The pass rush also has improved. The Cardinals have seven sacks in the playoffs, and defensive ends Darnell Dockett and Antonio Smith both have made plays that directly led by points.

End/outside linebacker Bertrand Berry looks quick and fast at age 33 and has more than made up for the continued injury problems to starter Travis LaBoy.

The Cardinals will need a similar effort to stop the Steelers in Super Bowl XLIII. They can't let running back Willie Parker make big plays and when they get a shot at quarterback Ben Roethlisberger, they have to bring him down, or at least stop him from scrambling and finding receivers.

When it's playing well, the Cardinals' defensive front can be formidable. Dockett is as quick off the ball as any end in the league, and Berry is great at coming off the edge and turning the corner to get to the quarterback.

Smith, who will be a free agent at the end of the season, at times has looked like an elite player in the playoffs.

QUOTE: "When I went to the Suns' playoff game my first year here and saw the excitement of fans at that game, I thought if we could win we would get that on a bigger scale with football. Sure enough, the championship game was exactly that. It was unbelievable." - Cardinals coach Ken Whisenhunt.

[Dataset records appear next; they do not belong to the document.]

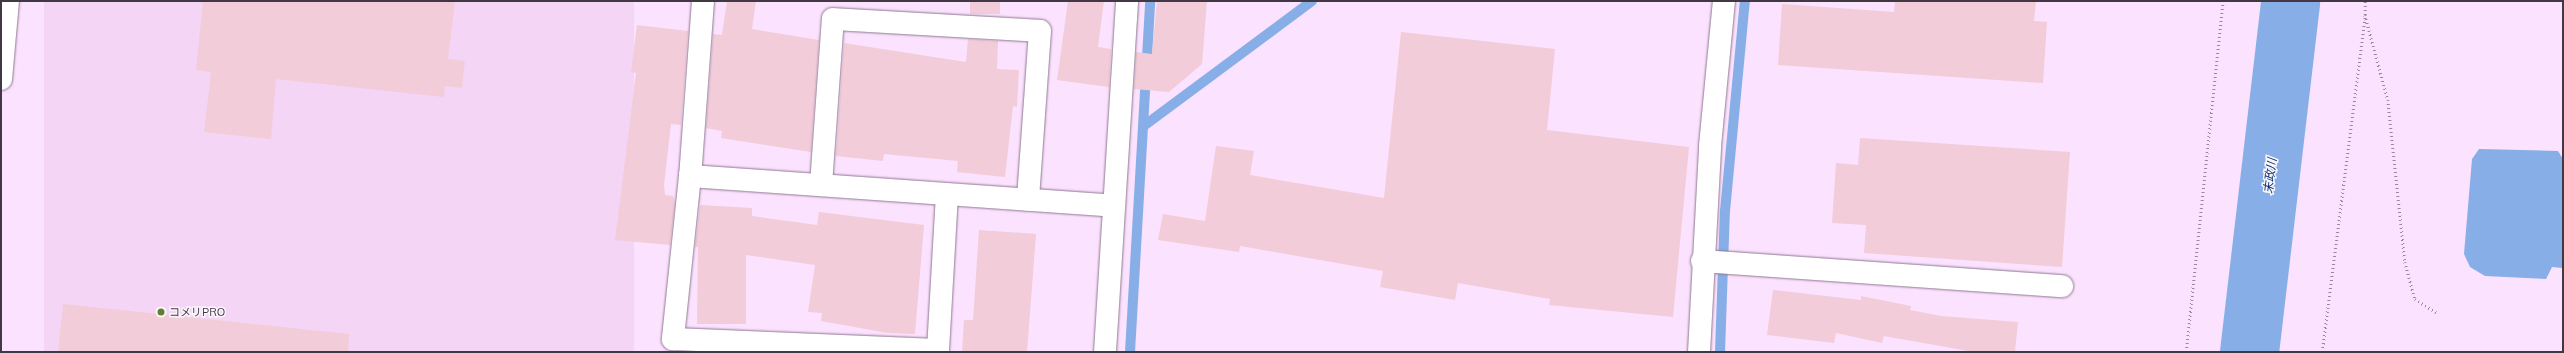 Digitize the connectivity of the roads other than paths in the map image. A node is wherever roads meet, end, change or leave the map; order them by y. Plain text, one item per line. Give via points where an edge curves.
1 (8, 1) edge
2 (703, 1) edge
3 (1127, 1) edge
4 (1724, 1) edge
5 (1, 79) edge
6 (690, 176) junction
7 (821, 185) junction
8 (947, 195) junction
9 (1028, 200) junction
10 (1114, 206) junction
11 (1717, 262) junction
12 (2062, 286) dead end
13 (1105, 352) edge
14 (1699, 352) edge

1 - 5 street
2 - 6 street
3 - 10 street
4 - 11 street
6 - 7 street
6 - 8 street via 673,339 938,350
7 - 8 street
7 - 9 street via 833,19 1040,31
8 - 9 street
9 - 10 street
10 - 13 street
11 - 12 street
11 - 14 street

TRENDING: It has taken a few months, but running backs Edgerrin James and Tim Hightower have returned to the roles in which they started the season. James is again the featured back, a job he lost to Hightower midway through the season. And Hightower is again the short-yardage and goal-line back.

It has been a good move for both. James is a savvy veteran whose experience has been valuable in the playoffs. He rarely loses yardage and he's breaking tackles on the second level, something he didn't do consistently earlier in the year.

Hightower was struggling as the starter, but not all of it was his fault. The Cardinals fell behind early in game, which made it impossible to stick with running plays. As the running game faltered, it appeared Hightower started to press to make big plays. He danced a little too much and there were too many runs for minus yards.

Hightower excels in the short-yardage role because he's a downhill, one-cut runner. And he is physical. He also has the speed to bounce outside if the hole isn't there.

PLAYER/PERSONNEL NOTES

--OLB/DE Travis LaBoy suffered a left biceps injury against the Eagles in the NFC title game but he expects to play in the Super Bowl. LaBoy is experimenting with a brace. It's likely he will be at least a part-time player Sunday.

--WR Anquan Boldin appears recovered from a hamstring strain that kept him out of the divisional round and limited him against the Eagles in the NFC title game.

--WR Larry Fitzgerald has gained at least 100 yards receiving in five consecutive games, and his 419 yards in the playoffs is an NFL record.

--RB J.J. Arrington is nursing a right knee injury that kept him out of practice during the week after the conference championship.

Arrington thinks he will be able to play in the Super Bowl, however, and hopes to practice in Tampa.

--P Ben Graham struggled through the championship game with a sore groin muscle. He rested during the week after the title game and should be ready to go for the Super Bowl.